What is needed: Reply with the data below, repeated exactly in full.

Top of Data

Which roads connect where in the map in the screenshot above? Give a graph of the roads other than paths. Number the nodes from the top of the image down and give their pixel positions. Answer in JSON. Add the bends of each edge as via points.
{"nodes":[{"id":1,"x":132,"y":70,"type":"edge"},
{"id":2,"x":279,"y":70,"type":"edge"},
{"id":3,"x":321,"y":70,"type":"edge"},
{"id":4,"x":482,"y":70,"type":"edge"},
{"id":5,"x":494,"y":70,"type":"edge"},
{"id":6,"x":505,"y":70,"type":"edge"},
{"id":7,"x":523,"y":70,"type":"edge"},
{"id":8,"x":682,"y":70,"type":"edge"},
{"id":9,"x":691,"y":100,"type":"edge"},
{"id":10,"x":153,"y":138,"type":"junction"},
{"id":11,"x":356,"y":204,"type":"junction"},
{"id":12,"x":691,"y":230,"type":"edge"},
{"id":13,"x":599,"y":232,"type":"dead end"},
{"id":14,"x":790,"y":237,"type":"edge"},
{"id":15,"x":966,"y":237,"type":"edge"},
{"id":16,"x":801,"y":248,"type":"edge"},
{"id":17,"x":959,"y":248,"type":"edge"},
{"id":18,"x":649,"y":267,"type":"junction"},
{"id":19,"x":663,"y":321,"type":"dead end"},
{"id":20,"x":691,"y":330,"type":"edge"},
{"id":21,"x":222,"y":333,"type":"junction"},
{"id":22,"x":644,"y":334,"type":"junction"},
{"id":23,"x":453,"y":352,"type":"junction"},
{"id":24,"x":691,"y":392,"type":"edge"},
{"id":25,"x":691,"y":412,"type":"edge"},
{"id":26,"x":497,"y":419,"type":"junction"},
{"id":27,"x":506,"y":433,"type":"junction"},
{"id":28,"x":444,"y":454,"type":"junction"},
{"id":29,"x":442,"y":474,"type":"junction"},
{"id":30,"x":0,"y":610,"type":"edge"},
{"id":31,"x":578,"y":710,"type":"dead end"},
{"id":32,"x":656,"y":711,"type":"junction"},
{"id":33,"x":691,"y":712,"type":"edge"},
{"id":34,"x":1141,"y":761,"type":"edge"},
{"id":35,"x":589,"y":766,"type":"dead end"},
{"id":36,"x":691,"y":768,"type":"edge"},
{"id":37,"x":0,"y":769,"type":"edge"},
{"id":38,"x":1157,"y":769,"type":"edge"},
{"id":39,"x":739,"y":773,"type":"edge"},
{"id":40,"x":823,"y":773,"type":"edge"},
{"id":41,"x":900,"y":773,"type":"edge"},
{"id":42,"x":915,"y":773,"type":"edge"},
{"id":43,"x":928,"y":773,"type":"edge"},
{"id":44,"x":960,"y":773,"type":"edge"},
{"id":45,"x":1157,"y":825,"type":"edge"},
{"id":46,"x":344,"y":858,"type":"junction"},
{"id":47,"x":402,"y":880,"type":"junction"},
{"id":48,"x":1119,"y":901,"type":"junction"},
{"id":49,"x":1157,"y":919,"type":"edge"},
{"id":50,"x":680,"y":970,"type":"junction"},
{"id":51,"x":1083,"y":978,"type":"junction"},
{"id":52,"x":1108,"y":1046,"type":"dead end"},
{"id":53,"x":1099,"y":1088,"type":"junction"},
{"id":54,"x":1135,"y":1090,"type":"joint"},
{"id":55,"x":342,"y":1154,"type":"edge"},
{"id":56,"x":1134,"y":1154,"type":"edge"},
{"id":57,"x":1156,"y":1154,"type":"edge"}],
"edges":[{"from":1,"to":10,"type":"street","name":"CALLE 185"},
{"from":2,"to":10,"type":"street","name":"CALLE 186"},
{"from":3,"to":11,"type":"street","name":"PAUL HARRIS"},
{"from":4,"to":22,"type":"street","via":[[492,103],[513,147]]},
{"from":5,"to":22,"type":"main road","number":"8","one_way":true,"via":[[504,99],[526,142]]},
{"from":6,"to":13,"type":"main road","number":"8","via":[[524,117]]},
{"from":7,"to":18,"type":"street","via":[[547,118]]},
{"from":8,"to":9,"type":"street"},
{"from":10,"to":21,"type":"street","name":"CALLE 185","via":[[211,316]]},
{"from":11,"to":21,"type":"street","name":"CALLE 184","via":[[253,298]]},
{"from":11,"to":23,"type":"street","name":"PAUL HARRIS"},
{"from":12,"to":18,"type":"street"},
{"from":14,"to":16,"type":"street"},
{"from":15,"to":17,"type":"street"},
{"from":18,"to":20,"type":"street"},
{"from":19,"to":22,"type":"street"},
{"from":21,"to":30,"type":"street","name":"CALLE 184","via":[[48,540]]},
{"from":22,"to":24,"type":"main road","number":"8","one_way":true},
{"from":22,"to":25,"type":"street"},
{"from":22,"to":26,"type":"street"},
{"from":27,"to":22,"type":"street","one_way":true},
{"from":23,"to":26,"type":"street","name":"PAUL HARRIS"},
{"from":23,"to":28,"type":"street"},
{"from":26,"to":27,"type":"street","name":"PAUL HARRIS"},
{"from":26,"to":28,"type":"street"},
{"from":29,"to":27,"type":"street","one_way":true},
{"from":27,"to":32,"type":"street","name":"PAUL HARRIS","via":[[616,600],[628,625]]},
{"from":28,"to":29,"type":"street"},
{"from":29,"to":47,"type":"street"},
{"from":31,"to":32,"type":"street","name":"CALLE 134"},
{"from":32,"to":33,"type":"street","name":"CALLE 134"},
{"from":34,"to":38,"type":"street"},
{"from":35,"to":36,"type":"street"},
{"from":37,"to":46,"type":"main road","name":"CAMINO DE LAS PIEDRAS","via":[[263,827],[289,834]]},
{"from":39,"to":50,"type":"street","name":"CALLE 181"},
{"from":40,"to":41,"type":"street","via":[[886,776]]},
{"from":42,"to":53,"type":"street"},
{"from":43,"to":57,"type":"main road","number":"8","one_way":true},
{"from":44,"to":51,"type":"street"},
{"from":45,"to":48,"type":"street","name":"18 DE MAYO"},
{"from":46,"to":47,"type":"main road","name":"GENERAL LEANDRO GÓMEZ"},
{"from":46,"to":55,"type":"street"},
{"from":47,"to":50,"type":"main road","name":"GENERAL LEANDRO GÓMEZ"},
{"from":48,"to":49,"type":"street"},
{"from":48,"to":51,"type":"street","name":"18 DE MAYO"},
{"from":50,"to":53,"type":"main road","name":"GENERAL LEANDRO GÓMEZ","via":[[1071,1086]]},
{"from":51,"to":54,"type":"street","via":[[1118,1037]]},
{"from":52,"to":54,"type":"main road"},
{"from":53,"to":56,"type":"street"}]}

Bottom of Data

Answer box:
Which roads connect where in the map in the screenshot above? Give a graph of the roads other than paths. Number the nodes from the top of the image down and give their pixel positions. Answer in JSON. Add the bends of each edge as via points.
{"nodes":[{"id":1,"x":132,"y":70,"type":"edge"},
{"id":2,"x":279,"y":70,"type":"edge"},
{"id":3,"x":321,"y":70,"type":"edge"},
{"id":4,"x":482,"y":70,"type":"edge"},
{"id":5,"x":494,"y":70,"type":"edge"},
{"id":6,"x":505,"y":70,"type":"edge"},
{"id":7,"x":523,"y":70,"type":"edge"},
{"id":8,"x":682,"y":70,"type":"edge"},
{"id":9,"x":691,"y":100,"type":"edge"},
{"id":10,"x":153,"y":138,"type":"junction"},
{"id":11,"x":356,"y":204,"type":"junction"},
{"id":12,"x":691,"y":230,"type":"edge"},
{"id":13,"x":599,"y":232,"type":"dead end"},
{"id":14,"x":790,"y":237,"type":"edge"},
{"id":15,"x":966,"y":237,"type":"edge"},
{"id":16,"x":801,"y":248,"type":"edge"},
{"id":17,"x":959,"y":248,"type":"edge"},
{"id":18,"x":649,"y":267,"type":"junction"},
{"id":19,"x":663,"y":321,"type":"dead end"},
{"id":20,"x":691,"y":330,"type":"edge"},
{"id":21,"x":222,"y":333,"type":"junction"},
{"id":22,"x":644,"y":334,"type":"junction"},
{"id":23,"x":453,"y":352,"type":"junction"},
{"id":24,"x":691,"y":392,"type":"edge"},
{"id":25,"x":691,"y":412,"type":"edge"},
{"id":26,"x":497,"y":419,"type":"junction"},
{"id":27,"x":506,"y":433,"type":"junction"},
{"id":28,"x":444,"y":454,"type":"junction"},
{"id":29,"x":442,"y":474,"type":"junction"},
{"id":30,"x":0,"y":610,"type":"edge"},
{"id":31,"x":578,"y":710,"type":"dead end"},
{"id":32,"x":656,"y":711,"type":"junction"},
{"id":33,"x":691,"y":712,"type":"edge"},
{"id":34,"x":1141,"y":761,"type":"edge"},
{"id":35,"x":589,"y":766,"type":"dead end"},
{"id":36,"x":691,"y":768,"type":"edge"},
{"id":37,"x":0,"y":769,"type":"edge"},
{"id":38,"x":1157,"y":769,"type":"edge"},
{"id":39,"x":739,"y":773,"type":"edge"},
{"id":40,"x":823,"y":773,"type":"edge"},
{"id":41,"x":900,"y":773,"type":"edge"},
{"id":42,"x":915,"y":773,"type":"edge"},
{"id":43,"x":928,"y":773,"type":"edge"},
{"id":44,"x":960,"y":773,"type":"edge"},
{"id":45,"x":1157,"y":825,"type":"edge"},
{"id":46,"x":344,"y":858,"type":"junction"},
{"id":47,"x":402,"y":880,"type":"junction"},
{"id":48,"x":1119,"y":901,"type":"junction"},
{"id":49,"x":1157,"y":919,"type":"edge"},
{"id":50,"x":680,"y":970,"type":"junction"},
{"id":51,"x":1083,"y":978,"type":"junction"},
{"id":52,"x":1108,"y":1046,"type":"dead end"},
{"id":53,"x":1099,"y":1088,"type":"junction"},
{"id":54,"x":1135,"y":1090,"type":"joint"},
{"id":55,"x":342,"y":1154,"type":"edge"},
{"id":56,"x":1134,"y":1154,"type":"edge"},
{"id":57,"x":1156,"y":1154,"type":"edge"}],
"edges":[{"from":1,"to":10,"type":"street","name":"CALLE 185"},
{"from":2,"to":10,"type":"street","name":"CALLE 186"},
{"from":3,"to":11,"type":"street","name":"PAUL HARRIS"},
{"from":4,"to":22,"type":"street","via":[[492,103],[513,147]]},
{"from":5,"to":22,"type":"main road","number":"8","one_way":true,"via":[[504,99],[526,142]]},
{"from":6,"to":13,"type":"main road","number":"8","via":[[524,117]]},
{"from":7,"to":18,"type":"street","via":[[547,118]]},
{"from":8,"to":9,"type":"street"},
{"from":10,"to":21,"type":"street","name":"CALLE 185","via":[[211,316]]},
{"from":11,"to":21,"type":"street","name":"CALLE 184","via":[[253,298]]},
{"from":11,"to":23,"type":"street","name":"PAUL HARRIS"},
{"from":12,"to":18,"type":"street"},
{"from":14,"to":16,"type":"street"},
{"from":15,"to":17,"type":"street"},
{"from":18,"to":20,"type":"street"},
{"from":19,"to":22,"type":"street"},
{"from":21,"to":30,"type":"street","name":"CALLE 184","via":[[48,540]]},
{"from":22,"to":24,"type":"main road","number":"8","one_way":true},
{"from":22,"to":25,"type":"street"},
{"from":22,"to":26,"type":"street"},
{"from":27,"to":22,"type":"street","one_way":true},
{"from":23,"to":26,"type":"street","name":"PAUL HARRIS"},
{"from":23,"to":28,"type":"street"},
{"from":26,"to":27,"type":"street","name":"PAUL HARRIS"},
{"from":26,"to":28,"type":"street"},
{"from":29,"to":27,"type":"street","one_way":true},
{"from":27,"to":32,"type":"street","name":"PAUL HARRIS","via":[[616,600],[628,625]]},
{"from":28,"to":29,"type":"street"},
{"from":29,"to":47,"type":"street"},
{"from":31,"to":32,"type":"street","name":"CALLE 134"},
{"from":32,"to":33,"type":"street","name":"CALLE 134"},
{"from":34,"to":38,"type":"street"},
{"from":35,"to":36,"type":"street"},
{"from":37,"to":46,"type":"main road","name":"CAMINO DE LAS PIEDRAS","via":[[263,827],[289,834]]},
{"from":39,"to":50,"type":"street","name":"CALLE 181"},
{"from":40,"to":41,"type":"street","via":[[886,776]]},
{"from":42,"to":53,"type":"street"},
{"from":43,"to":57,"type":"main road","number":"8","one_way":true},
{"from":44,"to":51,"type":"street"},
{"from":45,"to":48,"type":"street","name":"18 DE MAYO"},
{"from":46,"to":47,"type":"main road","name":"GENERAL LEANDRO GÓMEZ"},
{"from":46,"to":55,"type":"street"},
{"from":47,"to":50,"type":"main road","name":"GENERAL LEANDRO GÓMEZ"},
{"from":48,"to":49,"type":"street"},
{"from":48,"to":51,"type":"street","name":"18 DE MAYO"},
{"from":50,"to":53,"type":"main road","name":"GENERAL LEANDRO GÓMEZ","via":[[1071,1086]]},
{"from":51,"to":54,"type":"street","via":[[1118,1037]]},
{"from":52,"to":54,"type":"main road"},
{"from":53,"to":56,"type":"street"}]}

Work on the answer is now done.